Voici quelque chose que j’ai réalisé il y a vraiment peu de temps. Pendant que l’on parle de responsabilité sociétale des entreprises (RSE) depuis des années, je me sentais jusque là relativement éloignée du sujet. Je n’avais pas spécifiquement le sentiment de faire des économies d’impression en choisissant le mode « brouillon » dans une entreprise de moins de 10 salariés, et j’avais encore moins l’impression de participer à une économie vertueuse en montant une startup de l’économie sociale et solidaire (ESS). Un jour, on me demanda en appel d’offres de rédiger une note au sujet des engagements RSE de l’entreprise. Les critères d’achat faisaient qu’il fallait sélectionner des partenaires qui suivent une certaine éthique, environnementale ou économique ou sociale ou tout ce que vous voudrez. Vraiment, je n’avais aucune idée de quoi raconter. J’avais effectivement choisi l’ameublement du bureau pour que cela soit du bois massif avec une pensée écologique. Cependant je trouvais que c’était vraiment comme pisser sous la douche et commander un billet d’avion ensuite. Surtout, je ne le faisais pas exprès, donc pas dans une volonté RSE. Ce sont juste des façons de consommer que j’essaie de mettre en place et qui se voient dans quelques aspects de la gestion de l’entreprise. Quand soudain, j’ai réalisé que « RSE », c’était aussi et surtout le fait de valoriser ces choix afin d’encourager aussi d’autres personnes, et ainsi de suite. Tout d’un coup, j’ai considéré ma table en bois massif et mon petit bureau à domicile upcyclé de la même manière que le bac à compost de notre quartier. Ce n’est pas énorme, mais ça a le mérite d’exister et de se montrer pour que d’autres personnes aient aussi envie de faire ça.

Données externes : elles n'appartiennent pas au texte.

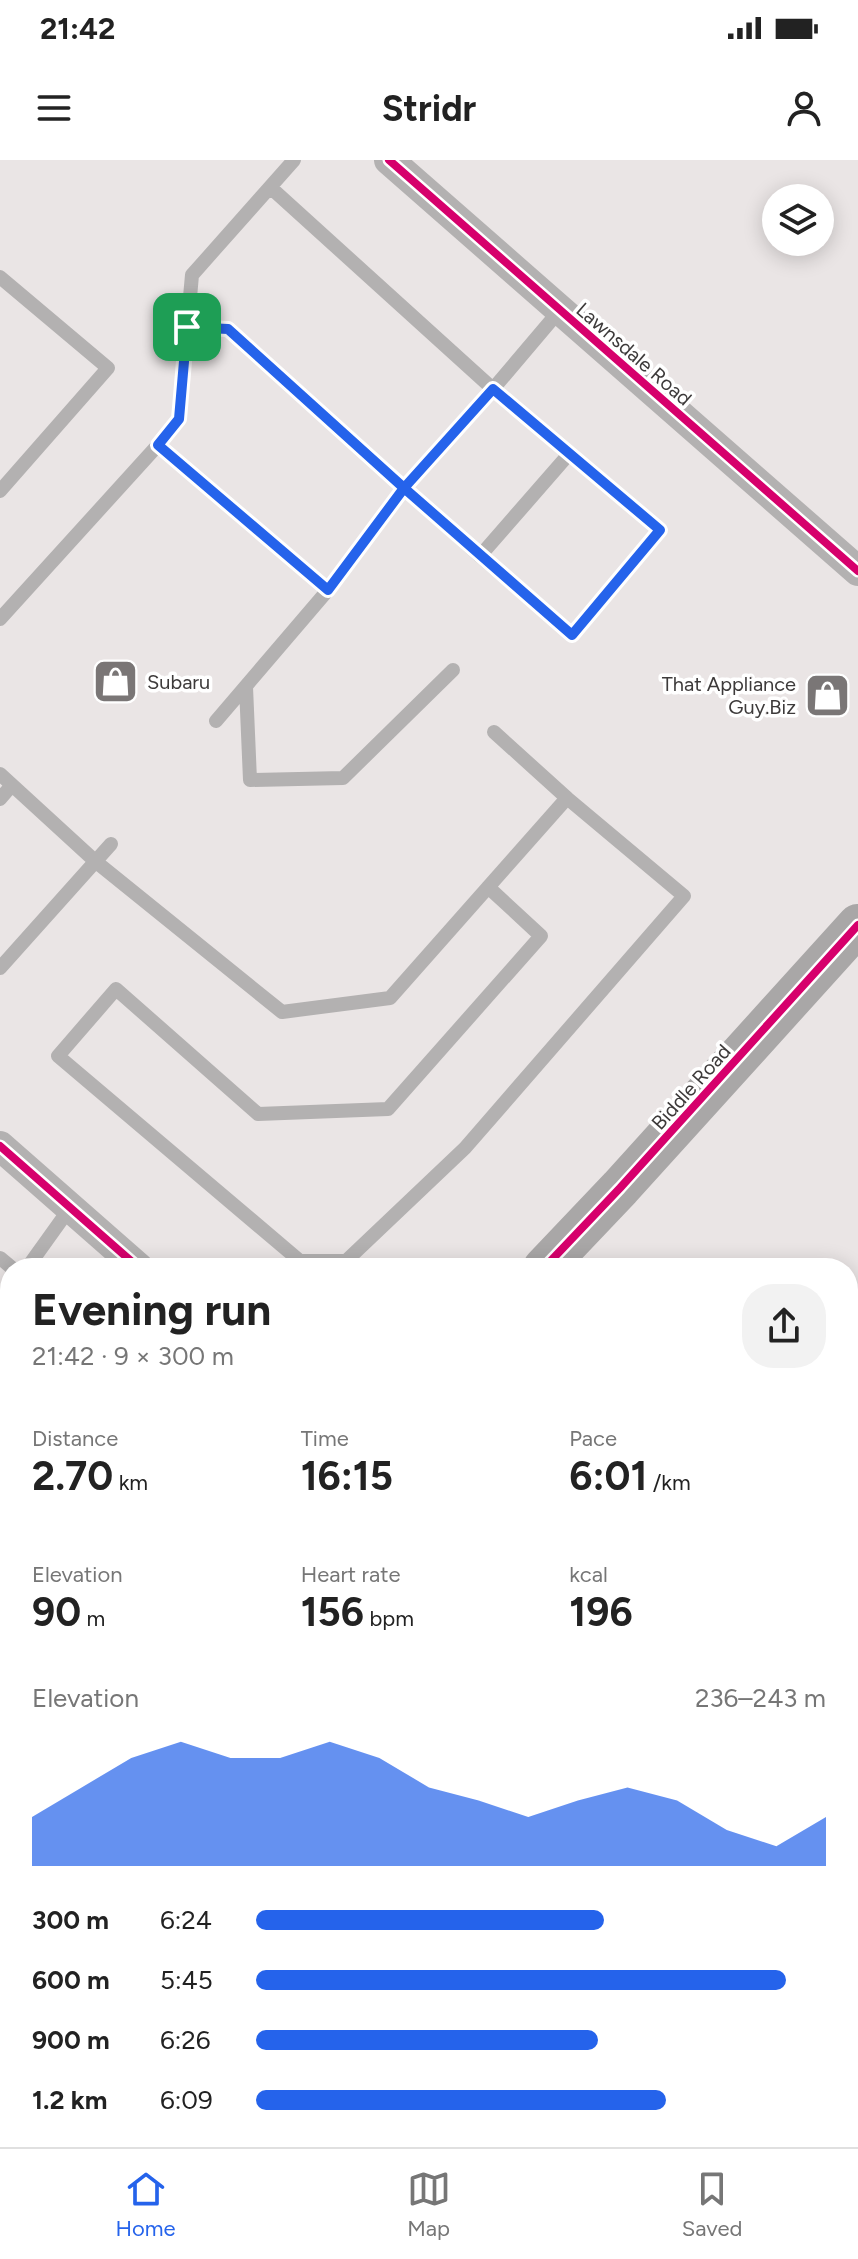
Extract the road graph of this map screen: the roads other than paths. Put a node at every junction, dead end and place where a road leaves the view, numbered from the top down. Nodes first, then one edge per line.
1 (294, 160) edge
2 (389, 160) edge
3 (270, 187) junction
4 (0, 277) edge
5 (560, 310) junction
6 (187, 327) junction
7 (493, 389) junction
8 (158, 445) junction
9 (569, 454) junction
10 (404, 488) junction
11 (0, 491) edge
12 (480, 556) junction
13 (858, 571) edge
14 (328, 590) junction
15 (0, 619) edge
16 (453, 670) dead end
17 (246, 687) junction
18 (216, 721) dead end
19 (494, 732) dead end
20 (0, 774) edge
21 (12, 785) junction
22 (567, 798) junction
23 (0, 799) edge
24 (111, 844) dead end
25 (95, 861) junction
26 (488, 887) junction
27 (858, 925) edge
28 (0, 968) edge
29 (0, 1146) edge
30 (70, 1208) junction
31 (34, 1258) edge
32 (128, 1258) edge
33 (296, 1258) edge
34 (349, 1258) edge
35 (554, 1258) edge

1 - 3 lane
2 - 5 street, Lawnsdale Road
3 - 6 lane
3 - 7 lane
4 - 11 lane
5 - 7 lane
5 - 13 street, Lawnsdale Road
6 - 8 lane
6 - 10 lane
7 - 9 lane
7 - 10 lane
8 - 14 lane
8 - 15 lane
9 - 12 lane
9 - 12 lane
10 - 12 lane
10 - 14 lane
14 - 17 lane
16 - 17 lane
17 - 18 lane
19 - 22 lane
20 - 21 lane
21 - 23 lane
21 - 25 lane
22 - 26 lane
22 - 34 lane
24 - 25 lane
25 - 26 lane
25 - 28 lane
26 - 33 lane
27 - 35 main road, Biddle Road
29 - 30 street
30 - 31 lane
30 - 32 street

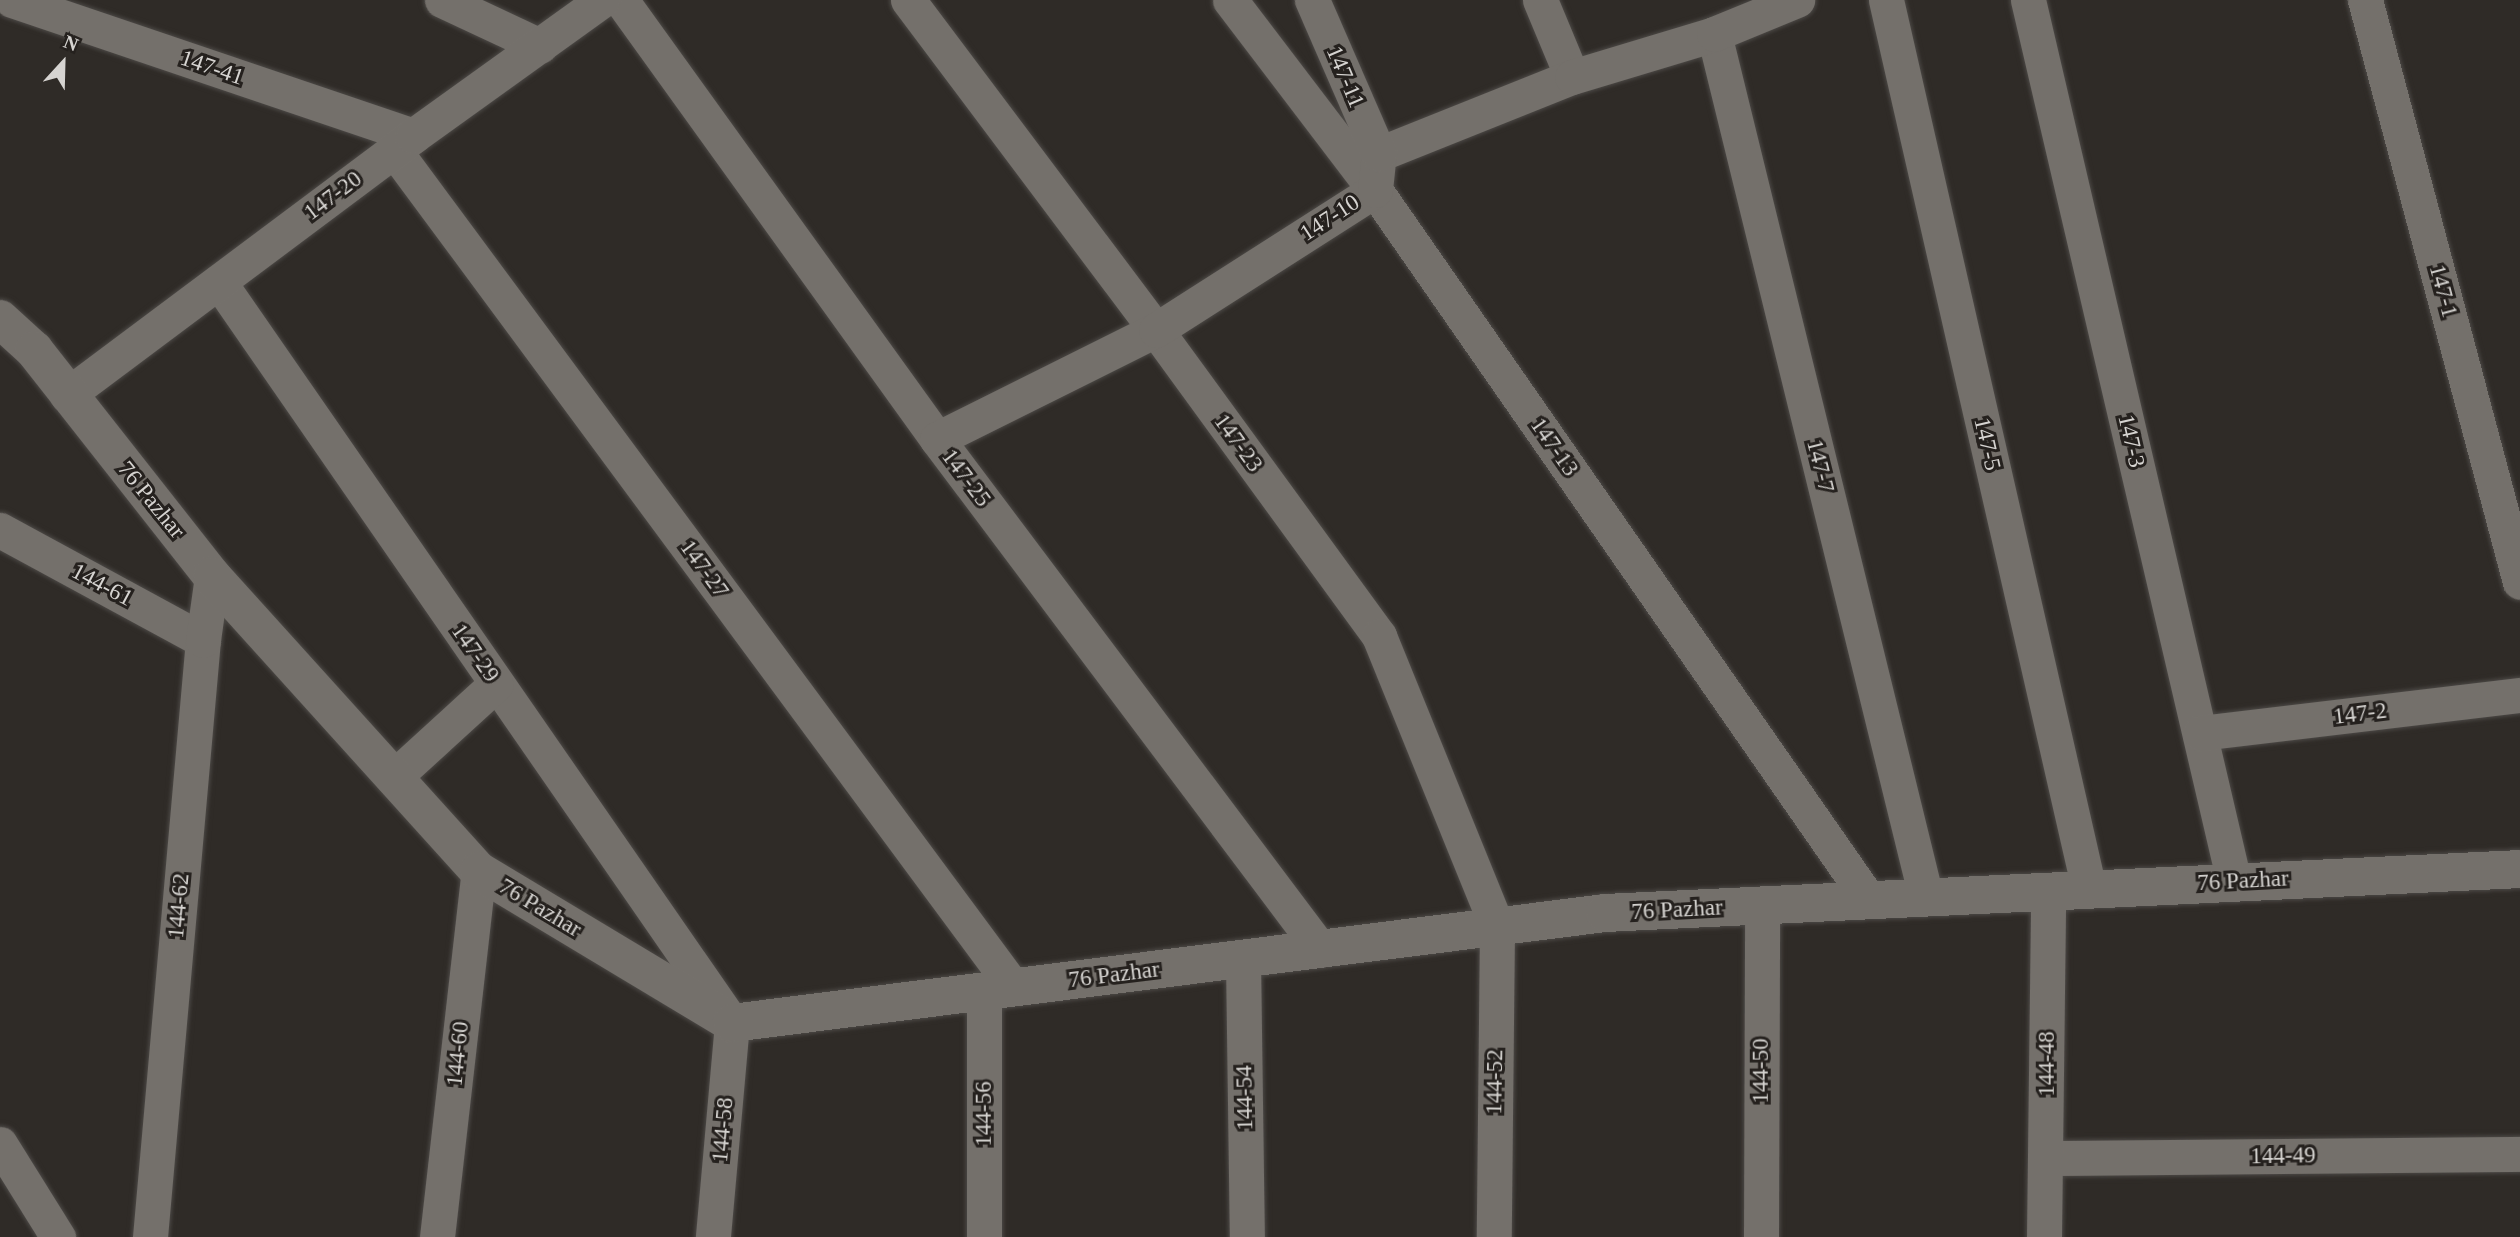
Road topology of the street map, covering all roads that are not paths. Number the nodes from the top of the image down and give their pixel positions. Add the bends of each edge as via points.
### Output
1 (12, 0) edge
2 (442, 0) edge
3 (602, 0) edge
4 (621, 0) edge
5 (908, 0) edge
6 (1230, 0) edge
7 (1312, 0) edge
8 (1541, 0) edge
9 (1797, 0) edge
10 (1886, 0) edge
11 (2028, 0) edge
12 (2365, 0) edge
13 (1714, 34) junction
14 (540, 46) junction
15 (1572, 77) junction
16 (403, 143) junction
17 (1379, 154) junction
18 (1375, 190) junction
19 (219, 282) junction
20 (0, 320) edge
21 (1156, 330) junction
22 (67, 395) junction
23 (937, 439) junction
24 (0, 530) edge
25 (212, 576) junction
26 (2520, 582) edge
27 (203, 640) junction
28 (496, 684) junction
29 (2520, 695) edge
30 (2200, 733) junction
31 (393, 778) junction
32 (2520, 869) edge
33 (479, 872) junction
34 (2234, 882) junction
35 (2089, 889) junction
36 (2048, 891) junction
37 (1926, 897) junction
38 (1869, 900) junction
39 (1762, 905) junction
40 (1497, 927) junction
41 (1321, 950) junction
42 (1243, 959) junction
43 (999, 990) junction
44 (732, 1023) junction
45 (0, 1144) edge
46 (2520, 1154) edge
47 (2046, 1158) junction
48 (58, 1237) edge
49 (150, 1237) edge
50 (437, 1237) edge
51 (713, 1237) edge
52 (985, 1237) edge
53 (1247, 1237) edge
54 (1494, 1237) edge
55 (1760, 1237) edge
56 (2044, 1237) edge

1 - 16 street, 147-41
2 - 14 street
3 - 14 street, 147-20
4 - 23 street, 147-25
5 - 21 street, 147-23
6 - 18 street, 147-13
7 - 17 street, 147-11
8 - 15 street
9 - 13 street
10 - 35 street, 147-5
11 - 30 street, 147-3
12 - 26 street, 147-1
13 - 15 street
13 - 37 street, 147-7
14 - 16 street, 147-20
15 - 17 street
16 - 19 street, 147-20
16 - 43 street, 147-27
17 - 18 street, 147-10
18 - 21 street, 147-10
18 - 38 street, 147-13
19 - 22 street, 147-20
19 - 28 street, 147-29
20 - 22 street, 76 Pazhar via 33,350
21 - 23 street, 147-10
21 - 40 street, 147-23 via 1379,636
22 - 25 street, 76 Pazhar
23 - 41 street, 147-25
24 - 27 street, 144-61
25 - 27 street, 144-62
25 - 31 street, 76 Pazhar
27 - 49 street, 144-62
28 - 31 street
28 - 44 street, 147-29
29 - 30 street, 147-2
30 - 34 street, 147-3
31 - 33 street, 76 Pazhar
32 - 34 street, 76 Pazhar
33 - 44 street, 76 Pazhar
33 - 50 street, 144-60
34 - 35 street, 76 Pazhar
35 - 36 street, 76 Pazhar
36 - 37 street, 76 Pazhar
36 - 47 street, 144-48
37 - 38 street, 76 Pazhar
38 - 39 street, 76 Pazhar
39 - 40 street, 76 Pazhar via 1605,913
39 - 55 street, 144-50
40 - 41 street, 76 Pazhar
40 - 54 street, 144-52
41 - 42 street, 76 Pazhar
42 - 43 street, 76 Pazhar
42 - 53 street, 144-54
43 - 44 street, 76 Pazhar
43 - 52 street, 144-56
44 - 51 street, 144-58
45 - 48 street
46 - 47 street, 144-49
47 - 56 street, 144-48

Et puis j’ai continué à gamberger. Depuis que l’entreprise croît, ou bien que j’ai assumé qu’elle puisse croître, je rencontre de nouveaux discours et de nouveaux arguments à défendre. Nos prix ont largement augmenté depuis la fondation de la société. Je peux même dire que pour une des prestations, ils ont quadruplé. Les services ont bien évolué, ils sont bien différents et les projets visés sont largement plus coûteux à mettre en place. C’est logique. Une pincée d’inflation et d’acquisition d’expérience avec ça, les mathématiques ont fait leur job. Pourtant de façon étonnante, les benchmarks que l’on réalise continuellement (études de marché, ouais) nous confirment la grande pluralité de nos concurrents. Cela va vraiment de l’offre (très très) low cost jusqu’aux offres (très très) haut de gamme. Là-dedans, il faut se positionner. Ma philosophie a toujours été : il y aura toujours quelqu’un pour trouver que t’es trop ou pas assez cher(e), alors autant faire sa vie.
Pour déterminer des prix, j’ai finalement plutôt fait confiance aux mathématiques. Ironique, pour une dyscalculique. Seulement voilà, il y a une boîte à faire tourner et surtout à faire durer. Chaque bénéfice est un potentiel investissement dans des services à développer, à améliorer, des gens à récompenser, à accompagner, à former. C’est à ce moment que je me suis rendu compte que je quittais un peu le monde du freelance pour devenir dirigeante. C’est fou, un peu.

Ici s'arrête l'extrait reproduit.